Statue of U.S. Supreme Court justice removed


A statue of the U.S. Supreme Court justice who penned the historic 1857 Dred Scott decision that upheld slavery and denied citizenship to African Americans was removed from the grounds of the Maryland State House by crane early Friday morning.

The statue of Roger B. Taney was lifted away at around 2 a.m. under the cover of night, similar to the city of Baltimore’s recent operation. It was lowered into a truck and quickly driven away to storage. The bronze statue was originally erected outside the building’s front steps in 1872.

Three of the four voting members of the State House Trust voted discreetly by email Wednesday to remove the statue. House Speaker Michael Busch, a Democrat who was one of the three who voted in favor of its removal, wrote this week that the statue “doesn’t belong” on the grounds. His comments came after the violent protests in Charlottesville, Virginia, last weekend when violent clashes broke out between white nationalists and counter-protesters over the removal of a monument to Robert E. Lee. A woman, Heather Heyer, was killed when a car plowed into a crowd gathered in the protests.

Governor Larry Hogan, a Republican, said this week that removing the statue of Taney in Maryland was “the right thing to do.” Lt. Gov. Boyd Rutherford voted on behalf of the administration to remove the statue. However, one member of the trust, Senate President Thomas V. Mike Miller, criticized holding the vote without a public meeting and, instead, doing it digitally without proper discussion.

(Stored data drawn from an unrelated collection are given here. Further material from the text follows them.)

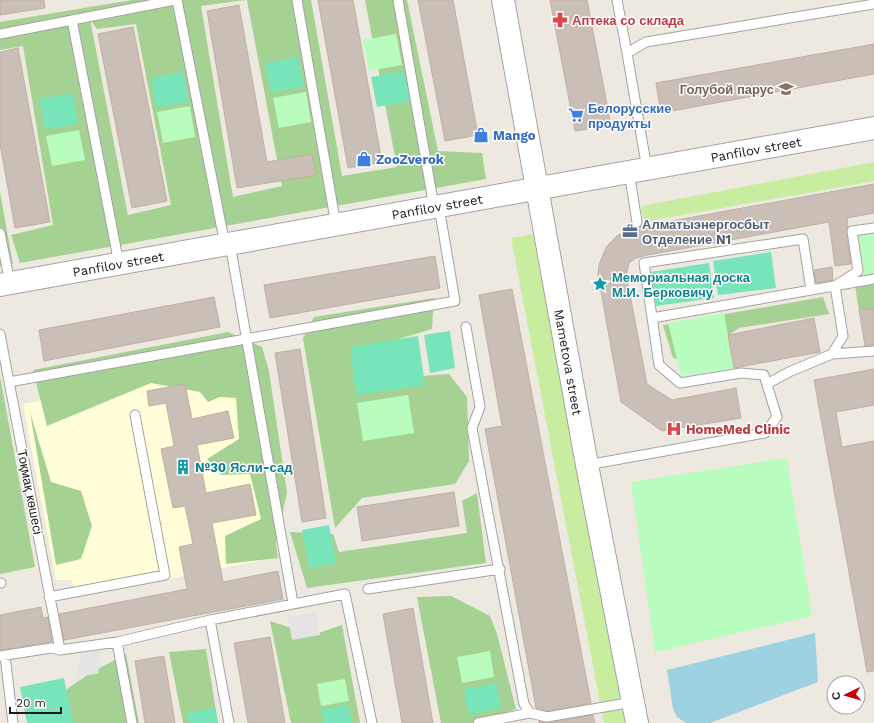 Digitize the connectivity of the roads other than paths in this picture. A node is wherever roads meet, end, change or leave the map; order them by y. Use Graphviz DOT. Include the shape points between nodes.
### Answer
graph roads {
  1 [pos="176,0"];
  2 [pos="297,0"];
  3 [pos="398,0"];
  4 [pos="503,0"];
  5 [pos="617,0"];
  6 [pos="874,4"];
  7 [pos="72,20"];
  8 [pos="0,34"];
  9 [pos="627,53"];
  10 [pos="874,128"];
  11 [pos="638,171"];
  12 [pos="538,189"];
  13 [pos="437,207"];
  14 [pos="637,222"];
  15 [pos="336,225"];
  16 [pos="874,228"];
  17 [pos="0,233"];
  18 [pos="227,244"];
  19 [pos="119,264"];
  20 [pos="874,279"];
  21 [pos="5,284"];
  22 [pos="835,286"];
  23 [pos="811,290"];
  24 [pos="652,318"];
  25 [pos="466,327"];
  26 [pos="0,334"];
  27 [pos="246,339"];
  28 [pos="874,351"];
  29 [pos="832,354"];
  30 [pos="9,382"];
  31 [pos="766,384"];
  32 [pos="135,416"];
  33 [pos="587,465"];
  34 [pos="500,569"];
  35 [pos="368,589"];
  36 [pos="49,597"];
  37 [pos="293,603"];
  38 [pos="210,620"];
  39 [pos="117,642"];
  40 [pos="56,649"];
  41 [pos="2,656"];
  42 [pos="530,713"];
  43 [pos="635,713"];
  44 [pos="13,723"];
  45 [pos="132,723"];
  46 [pos="229,723"];
  47 [pos="372,723"];
  48 [pos="478,723"];
  1 -- 7 [label="lane"];
  1 -- 18 [label="lane"];
  2 -- 15 [label="lane"];
  3 -- 13 [label="lane"];
  4 -- 12 [label="street, Mametovа street"];
  5 -- 9 [label="lane"];
  6 -- 9 [label="lane" via="646,42"];
  7 -- 8 [label="lane"];
  7 -- 19 [label="lane"];
  9 -- 11 [label="lane"];
  10 -- 11 [label="street, Panfilov street"];
  11 -- 12 [label="street, Panfilov street"];
  11 -- 14 [label="lane"];
  12 -- 13 [label="street, Panfilov street"];
  12 -- 33 [label="street, Mametovа street"];
  13 -- 15 [label="street, Panfilov street"];
  13 -- 27 [label="lane" via="455,301"];
  15 -- 18 [label="street, Panfilov street"];
  16 -- 22 [label="lane" via="852,231 858,271"];
  17 -- 21 [label="lane"];
  18 -- 19 [label="street, Panfilov street"];
  18 -- 27 [label="lane"];
  19 -- 21 [label="street, Panfilov street"];
  20 -- 22 [label="lane"];
  22 -- 23 [label="lane"];
  22 -- 29 [label="lane" via="843,336"];
  23 -- 24 [label="lane"];
  23 -- 24 [label="lane" via="803,239 644,263"];
  24 -- 31 [label="lane" via="659,365 680,383 741,373 764,375"];
  25 -- 34 [label="lane" via="480,407 472,428"];
  26 -- 30 [label="lane, Тоқмақ көшесі"];
  27 -- 30 [label="lane"];
  27 -- 37 [label="lane"];
  28 -- 29 [label="lane"];
  29 -- 31 [label="lane"];
  30 -- 36 [label="lane, Тоқмақ көшесі"];
  31 -- 33 [label="lane" via="777,417 765,433"];
  32 -- 36 [label="lane" via="164,575"];
  33 -- 43 [label="street, Mametovа street"];
  34 -- 35 [label="lane"];
  34 -- 42 [label="lane" via="524,704"];
  36 -- 40 [label="lane, Тоқмақ көшесі"];
  37 -- 38 [label="lane"];
  37 -- 47 [label="lane" via="345,594"];
  38 -- 39 [label="lane"];
  38 -- 46 [label="lane"];
  39 -- 40 [label="lane"];
  39 -- 45 [label="lane"];
  40 -- 41 [label="lane"];
  41 -- 44 [label="lane"];
  42 -- 43 [label="lane" via="547,717"];
  42 -- 48 [label="lane"];
}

“This was certainly a matter of such consequence that the transparency of a public meeting and public conversation should have occurred,” Miller wrote in a letter Thursday to Hogan. Miller is a registered Democrat.

While the statue’s removal was not publicized, likely to avoid a disastrous protest, a few dozen onlookers watched as workers started the removal process shortly after midnight. Some who were in attendance began cheering as the statue was lifted from its pedestal.

The statue was removed a couple of days after Baltimore Mayor Catherine Pugh ordered the removal of four Confederate monuments from the city under the cover of night, one of them being of Taney.

Taney was born in Maryland and practiced law in Frederick, Maryland, before becoming the nation’s official fifth chief justice. Dred Scott, along with his wife Harriet, were slaves who sued for their freedom after they were taken from the slave state of Missouri into territory where slavery had been prohibited by the Missouri Compromise.

This year marked the 160th anniversary of the 1857 decision. Earlier in March, a family member of Taney’s publicly apologized to the Scott family in front of the statue that was removed Friday. Charles Taney IV of Greenwich, Connecticut, apologized on behalf of his family to the Scotts, and to all African Americans, for the “terrible injustice of the Dred Scott decision.” Lynne Jackson, the great-great-granddaughter of Dred Scott, accepted the apology for her family and “all African Americans who have the love of God in their heart so that healing can begin.”